Lucifer felt a chill as he watched her, detached and calculating amid the rising chaos. She was too prepared, her defenses too perfectly timed, and her indifference too practiced. It was as though she had been waiting, knowing the Hive would strike, but never intending to face it directly. The others might believe she was simply protecting her own, but to Lucifer, it was something more a silent admission that she was two steps ahead, harboring knowledge none of them had. Watching her from his perch, he couldn’t ignore the sinking feeling that she had planned every step, her eyes fixed not on survival, but on what advantage she might seize when the Hive’s devastation had run its course. Of course there was also the fact that the mine’s explosion was far too convenient, a giant flaming blast perfect for removing any witnesess or evidence.

Lucifer’s attention shifted to Satan, Lord of Wrath. In the past, Satan had always been predictable, aggressive, and impulsive, a force of raw fury that tore through obstacles rather than outmanoeuvring them. But now, something had changed. His forces were no longer charging recklessly into battle or sprawling in chaotic formations. Instead, they moved with an eerie precision, stationed at choke points, critical pathways, and regions most vulnerable to the Hive’s spread. Each deployment seemed tactical and prophetic, as if Satan knew where the Hive would strike next. Gone was the wild abandon, the thunderous declarations; in its place was a chilling calm, a ruthless calculation that spoke of forethought rather than fury.

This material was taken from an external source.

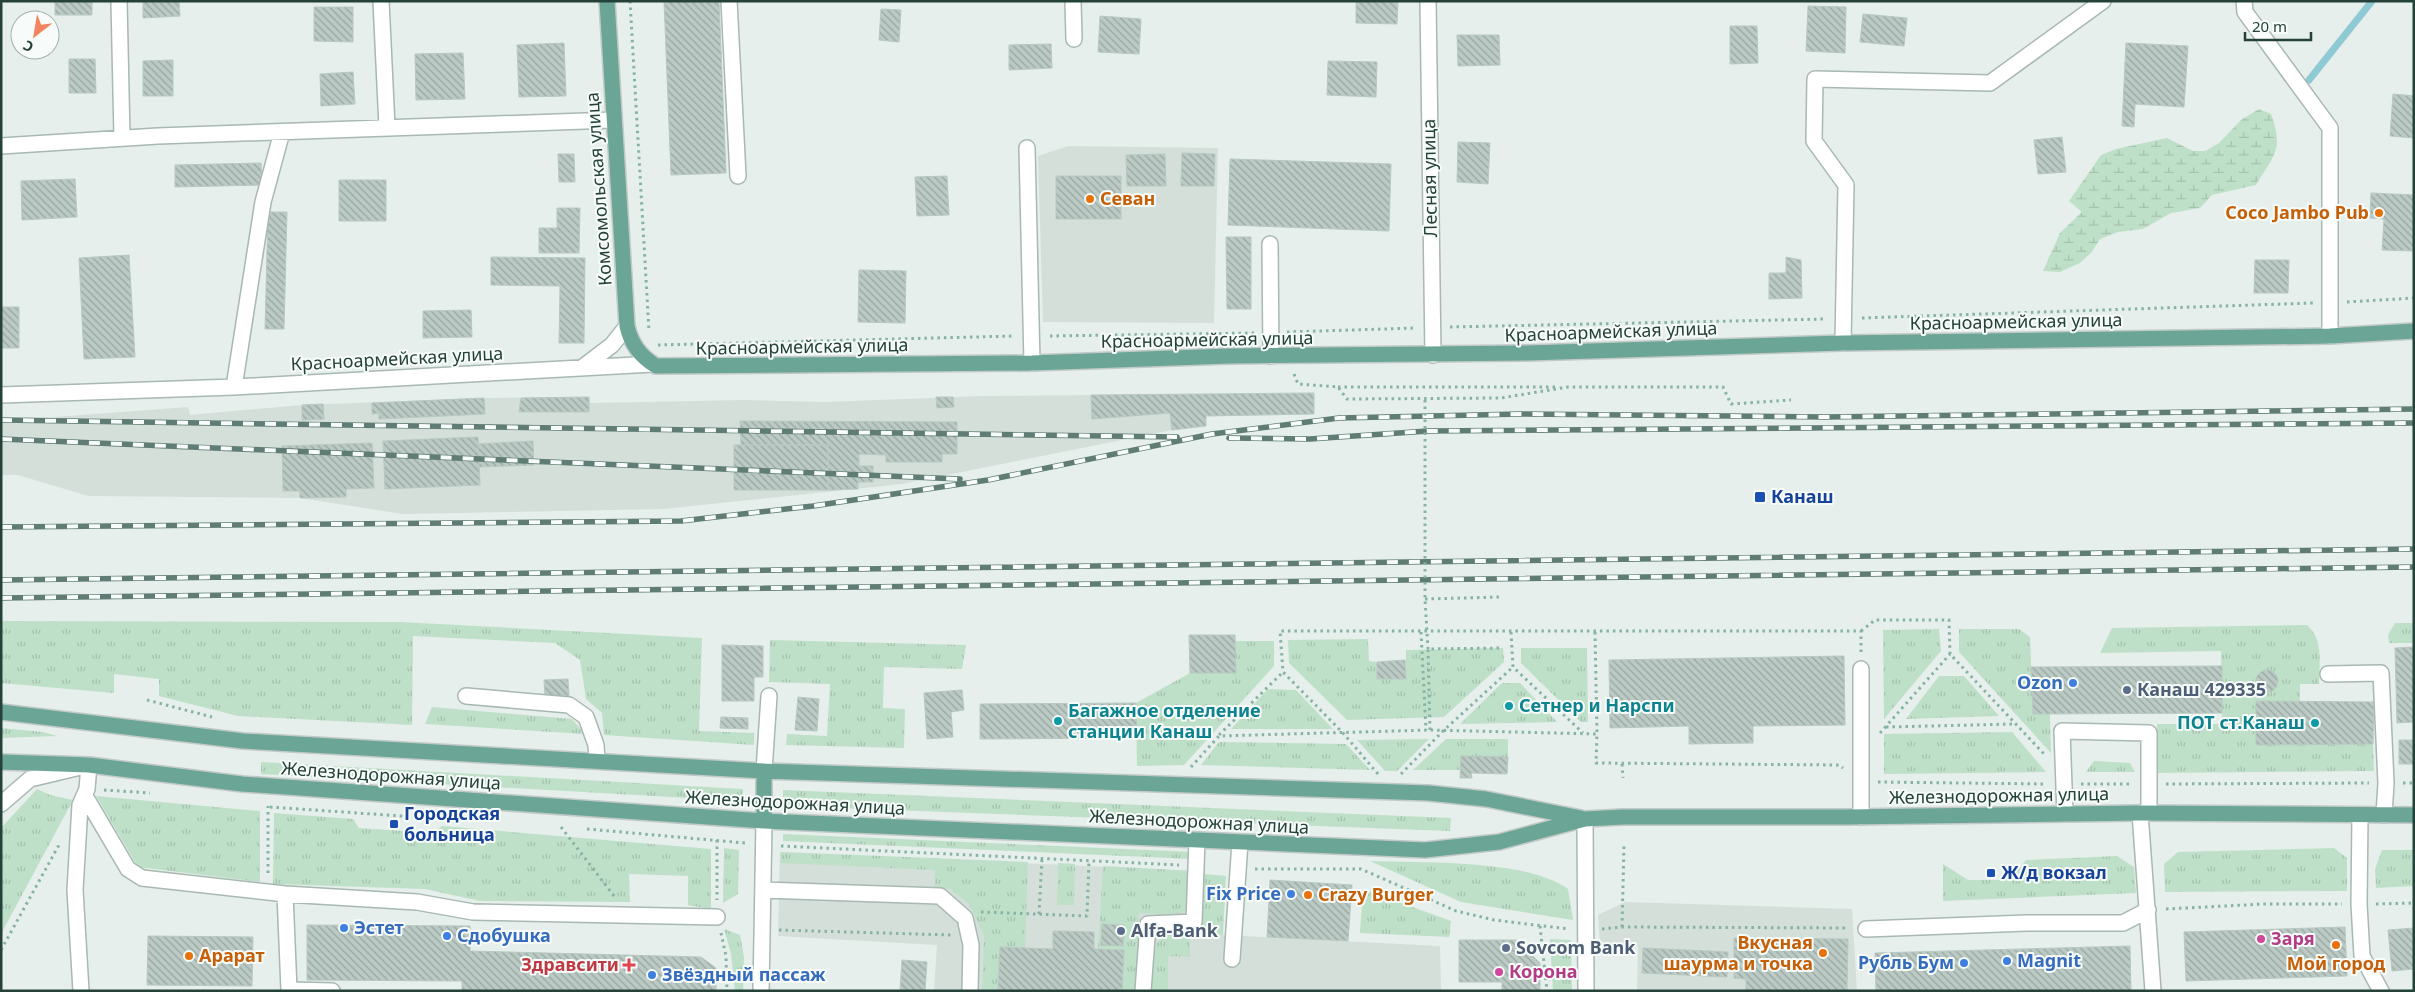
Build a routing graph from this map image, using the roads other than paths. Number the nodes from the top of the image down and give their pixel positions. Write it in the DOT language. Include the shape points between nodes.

Lucifer couldn’t shake the suspicion that Satan knew more about the Hive than he let on. His forces were positioned almost too conveniently, like pieces on a board where he already knew the next moves. It was as if, in casting off his reckless ways, Satan had adopted a more insidious approach, one that could only come from a foreknowledge of the Hive’s patterns. He had arranged his armies not for battle against rival rulers, as they’d all assumed, but as if prepared to contain and control the Hive. Watching him, Lucifer began to wonder if the Lord of Wrath had grown wise enough or cunning enough to see an opportunity in the Hive’s chaos, using its devastation to fortify his own power and perhaps even undermine the other lords. For the first time.

A dark suspicion began to take root in Lucifer’s mind as he observed the uncanny synchronicity between Beelzebub’s fortified withdrawal and Satan’s strategic positioning. Both of them were behaving with a restraint and precision utterly unlike their former selves, as if they were no longer acting independently, but as two pieces of the same plan. Beelzebub’s refusal to ally openly, her quiet withdrawal into fortified positions, and Satan’s uncharacteristic patience in reinforcing vital choke points all of it hinted at a scheme too cohesive to be coincidence. Lucifer couldn’t ignore the possibility that they’d formed a secret alliance, a hidden pact to let the Hive wreak its devastation on the others while they positioned themselves to seize control once the dust settled. Or perhaps even worse, that one of them released the Hive knowingly, willing to burn it all to ash so they could rule the ashes.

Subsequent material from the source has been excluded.